**Task brief:**
Copy the listing exactly, please, and keep every picture out of it.

------------------------------------------------------------

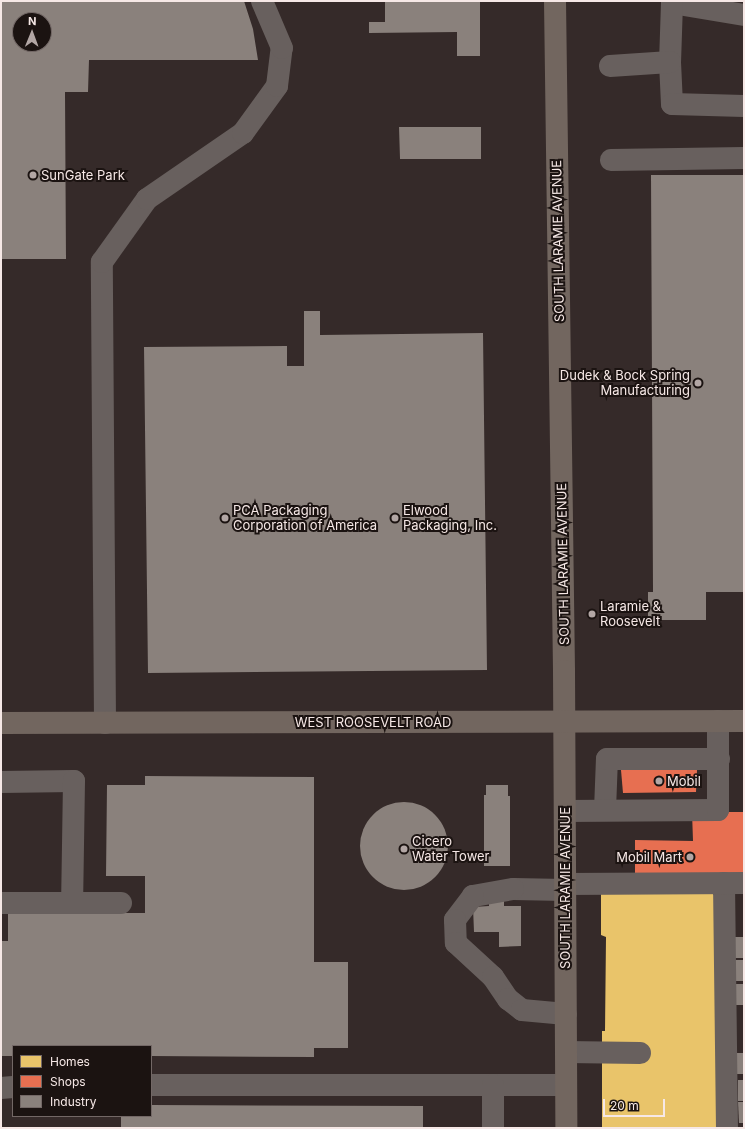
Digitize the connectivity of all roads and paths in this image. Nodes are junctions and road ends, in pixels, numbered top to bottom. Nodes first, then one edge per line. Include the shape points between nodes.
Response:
1 (262, 1) edge
2 (555, 1) edge
3 (744, 15) edge
4 (670, 62) junction
5 (610, 66) dead end
6 (744, 106) edge
7 (744, 158) edge
8 (611, 160) dead end
9 (565, 721) junction
10 (718, 721) junction
11 (744, 721) edge
12 (1, 723) edge
13 (104, 723) junction
14 (719, 759) junction
15 (1, 782) edge
16 (605, 810) junction
17 (565, 811) junction
18 (734, 883) edge
19 (565, 887) junction
20 (1, 903) edge
21 (72, 903) junction
22 (120, 903) dead end
23 (566, 1014) junction
24 (566, 1052) junction
25 (640, 1053) dead end
26 (152, 1085) edge
27 (493, 1085) junction
28 (566, 1085) junction
29 (12, 1087) edge
30 (1, 1088) edge
31 (493, 1128) edge
32 (566, 1128) edge
33 (727, 1128) edge

1 - 13 lane via 282,48 277,86 243,133 146,199 102,262
2 - 9 main road, SOUTH LARAMIE AVENUE
3 - 4 lane via 672,3
4 - 5 lane
4 - 6 lane via 672,104
7 - 8 lane
9 - 10 main road, WEST ROOSEVELT ROAD
9 - 13 main road, WEST ROOSEVELT ROAD
9 - 17 main road, SOUTH LARAMIE AVENUE
10 - 11 main road, WEST ROOSEVELT ROAD
10 - 14 lane
12 - 13 main road, WEST ROOSEVELT ROAD
14 - 16 lane via 607,759
14 - 16 lane via 718,810
15 - 21 lane via 74,780
16 - 17 lane
17 - 19 main road, SOUTH LARAMIE AVENUE
18 - 19 lane
18 - 33 lane
19 - 23 main road, SOUTH LARAMIE AVENUE
19 - 23 lane via 513,889 473,896 455,920 456,943 493,977 508,999 522,1010
20 - 21 lane
21 - 22 lane
23 - 24 main road, SOUTH LARAMIE AVENUE
24 - 25 lane
24 - 28 main road, SOUTH LARAMIE AVENUE
26 - 27 lane
27 - 28 lane
27 - 31 lane
28 - 32 main road, SOUTH LARAMIE AVENUE
29 - 30 lane

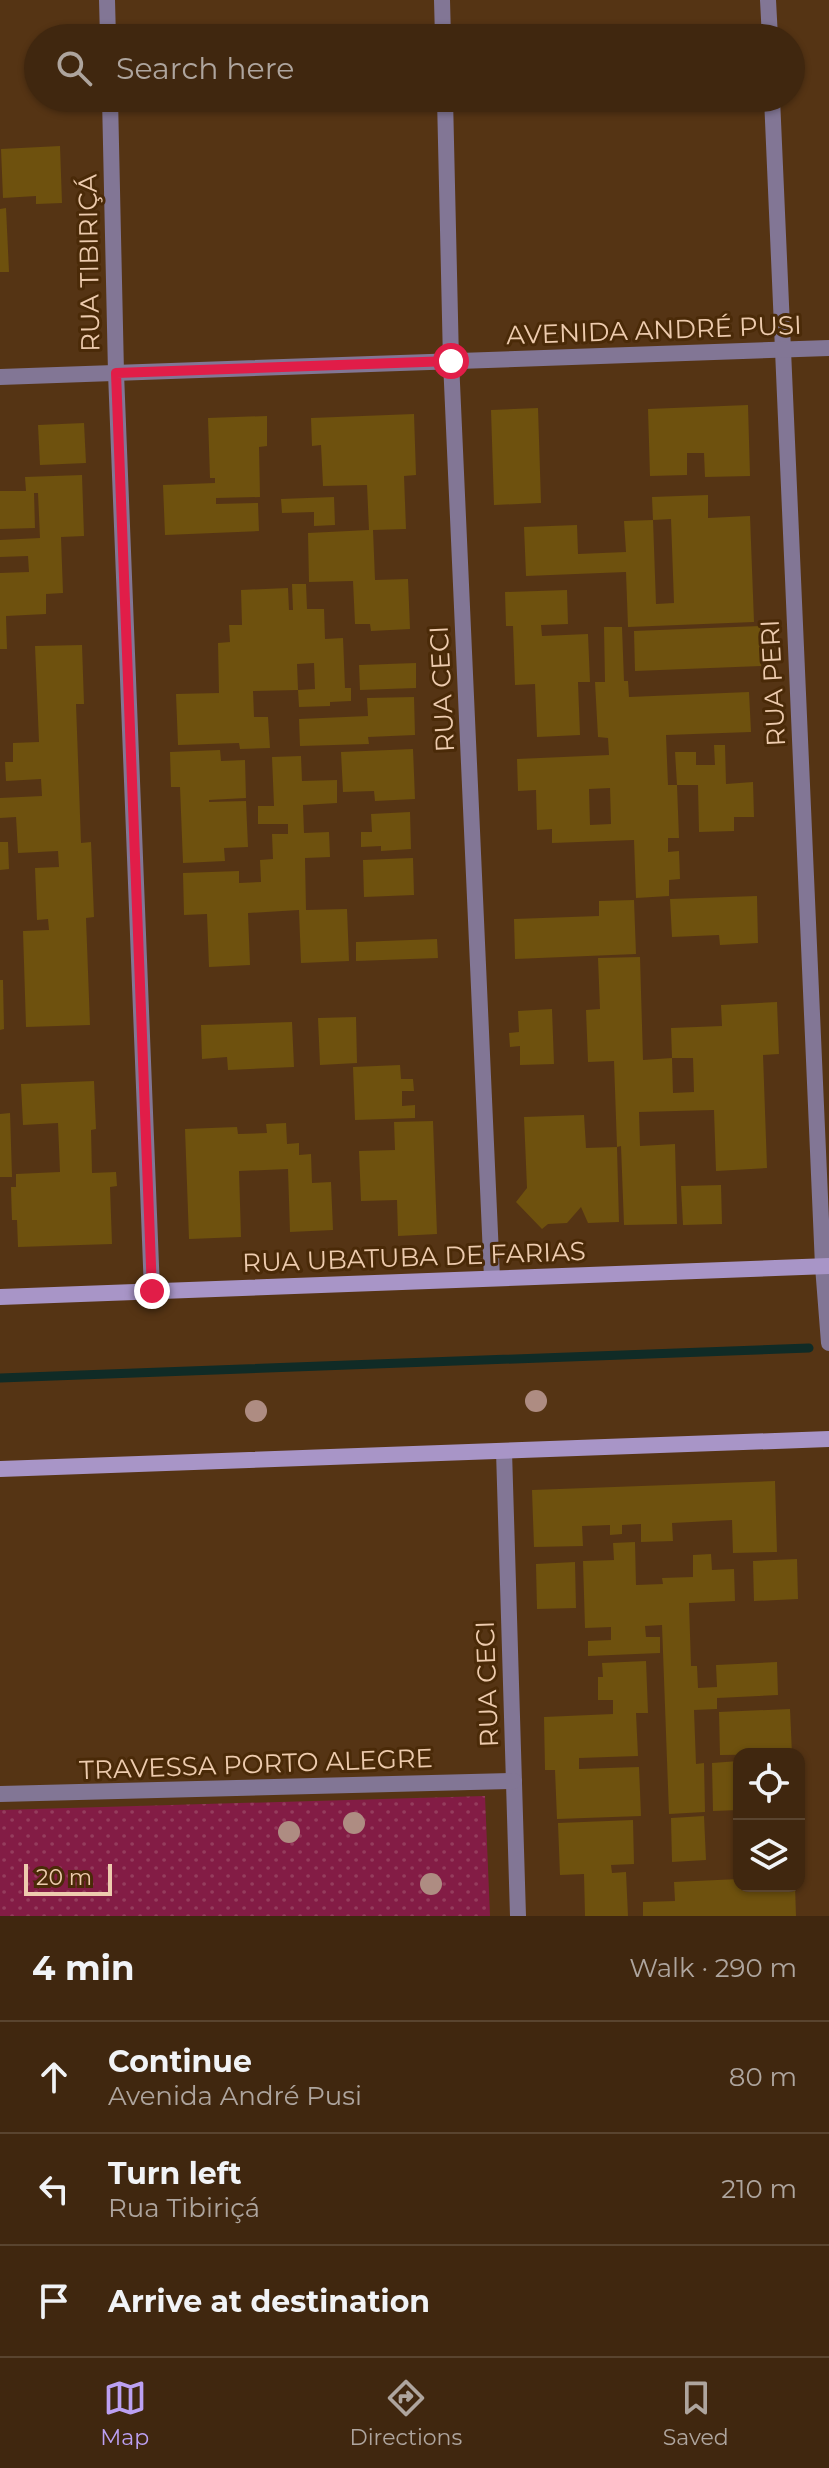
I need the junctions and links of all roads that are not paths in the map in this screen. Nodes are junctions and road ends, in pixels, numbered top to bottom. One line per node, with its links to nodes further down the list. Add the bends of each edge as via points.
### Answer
1 (107, 0): 4 (street)
2 (442, 0): 5 (street)
3 (768, 0): 6 (street)
4 (108, 24)
5 (443, 24)
6 (769, 24)
7 (110, 112): 13 (street, RUA TIBIRIÇÁ)
8 (445, 112): 12 (street, RUA CECI)
9 (773, 112): 11 (street, RUA PERI)
10 (829, 348): 11 (street, AVENIDA ANDRÉ PUSI)
11 (782, 349): 12 (street, AVENIDA ANDRÉ PUSI); 15 (street, RUA PERI)
12 (451, 361): 13 (street, AVENIDA ANDRÉ PUSI); 16 (street, RUA CECI)
13 (116, 373): 14 (street, AVENIDA ANDRÉ PUSI); 17 (street, RUA TIBIRIÇÁ)
14 (0, 377)
15 (826, 1266): 16 (street, RUA UBATUBA DE FARIAS); 19 (street, RUA PERI)
16 (492, 1278): 17 (street, RUA UBATUBA DE FARIAS)
17 (152, 1291): 18 (street, RUA UBATUBA DE FARIAS)
18 (0, 1297)
19 (829, 1343)
20 (829, 1439): 21 (street)
21 (504, 1451): 22 (street); 23 (street, RUA CECI)
22 (0, 1469)
23 (514, 1781): 24 (street, TRAVESSA PORTO ALEGRE); 25 (street, RUA CECI)
24 (0, 1794)
25 (518, 1916)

------------------------------------------------------------

**Reply:**
Digitize the connectivity of all roads and paths in this image. Nodes are junctions and road ends, in pixels, numbered top to bottom. Nodes first, then one edge per line. Include the shape points between nodes.
Response:
1 (262, 1) edge
2 (555, 1) edge
3 (744, 15) edge
4 (670, 62) junction
5 (610, 66) dead end
6 (744, 106) edge
7 (744, 158) edge
8 (611, 160) dead end
9 (565, 721) junction
10 (718, 721) junction
11 (744, 721) edge
12 (1, 723) edge
13 (104, 723) junction
14 (719, 759) junction
15 (1, 782) edge
16 (605, 810) junction
17 (565, 811) junction
18 (734, 883) edge
19 (565, 887) junction
20 (1, 903) edge
21 (72, 903) junction
22 (120, 903) dead end
23 (566, 1014) junction
24 (566, 1052) junction
25 (640, 1053) dead end
26 (152, 1085) edge
27 (493, 1085) junction
28 (566, 1085) junction
29 (12, 1087) edge
30 (1, 1088) edge
31 (493, 1128) edge
32 (566, 1128) edge
33 (727, 1128) edge

1 - 13 lane via 282,48 277,86 243,133 146,199 102,262
2 - 9 main road, SOUTH LARAMIE AVENUE
3 - 4 lane via 672,3
4 - 5 lane
4 - 6 lane via 672,104
7 - 8 lane
9 - 10 main road, WEST ROOSEVELT ROAD
9 - 13 main road, WEST ROOSEVELT ROAD
9 - 17 main road, SOUTH LARAMIE AVENUE
10 - 11 main road, WEST ROOSEVELT ROAD
10 - 14 lane
12 - 13 main road, WEST ROOSEVELT ROAD
14 - 16 lane via 607,759
14 - 16 lane via 718,810
15 - 21 lane via 74,780
16 - 17 lane
17 - 19 main road, SOUTH LARAMIE AVENUE
18 - 19 lane
18 - 33 lane
19 - 23 main road, SOUTH LARAMIE AVENUE
19 - 23 lane via 513,889 473,896 455,920 456,943 493,977 508,999 522,1010
20 - 21 lane
21 - 22 lane
23 - 24 main road, SOUTH LARAMIE AVENUE
24 - 25 lane
24 - 28 main road, SOUTH LARAMIE AVENUE
26 - 27 lane
27 - 28 lane
27 - 31 lane
28 - 32 main road, SOUTH LARAMIE AVENUE
29 - 30 lane

I need the junctions and links of all roads that are not paths in the map in this screen. Nodes are junctions and road ends, in pixels, numbered top to bottom. One line per node, with its links to nodes further down the list. Add the bends of each edge as via points.
### Answer
1 (107, 0): 4 (street)
2 (442, 0): 5 (street)
3 (768, 0): 6 (street)
4 (108, 24)
5 (443, 24)
6 (769, 24)
7 (110, 112): 13 (street, RUA TIBIRIÇÁ)
8 (445, 112): 12 (street, RUA CECI)
9 (773, 112): 11 (street, RUA PERI)
10 (829, 348): 11 (street, AVENIDA ANDRÉ PUSI)
11 (782, 349): 12 (street, AVENIDA ANDRÉ PUSI); 15 (street, RUA PERI)
12 (451, 361): 13 (street, AVENIDA ANDRÉ PUSI); 16 (street, RUA CECI)
13 (116, 373): 14 (street, AVENIDA ANDRÉ PUSI); 17 (street, RUA TIBIRIÇÁ)
14 (0, 377)
15 (826, 1266): 16 (street, RUA UBATUBA DE FARIAS); 19 (street, RUA PERI)
16 (492, 1278): 17 (street, RUA UBATUBA DE FARIAS)
17 (152, 1291): 18 (street, RUA UBATUBA DE FARIAS)
18 (0, 1297)
19 (829, 1343)
20 (829, 1439): 21 (street)
21 (504, 1451): 22 (street); 23 (street, RUA CECI)
22 (0, 1469)
23 (514, 1781): 24 (street, TRAVESSA PORTO ALEGRE); 25 (street, RUA CECI)
24 (0, 1794)
25 (518, 1916)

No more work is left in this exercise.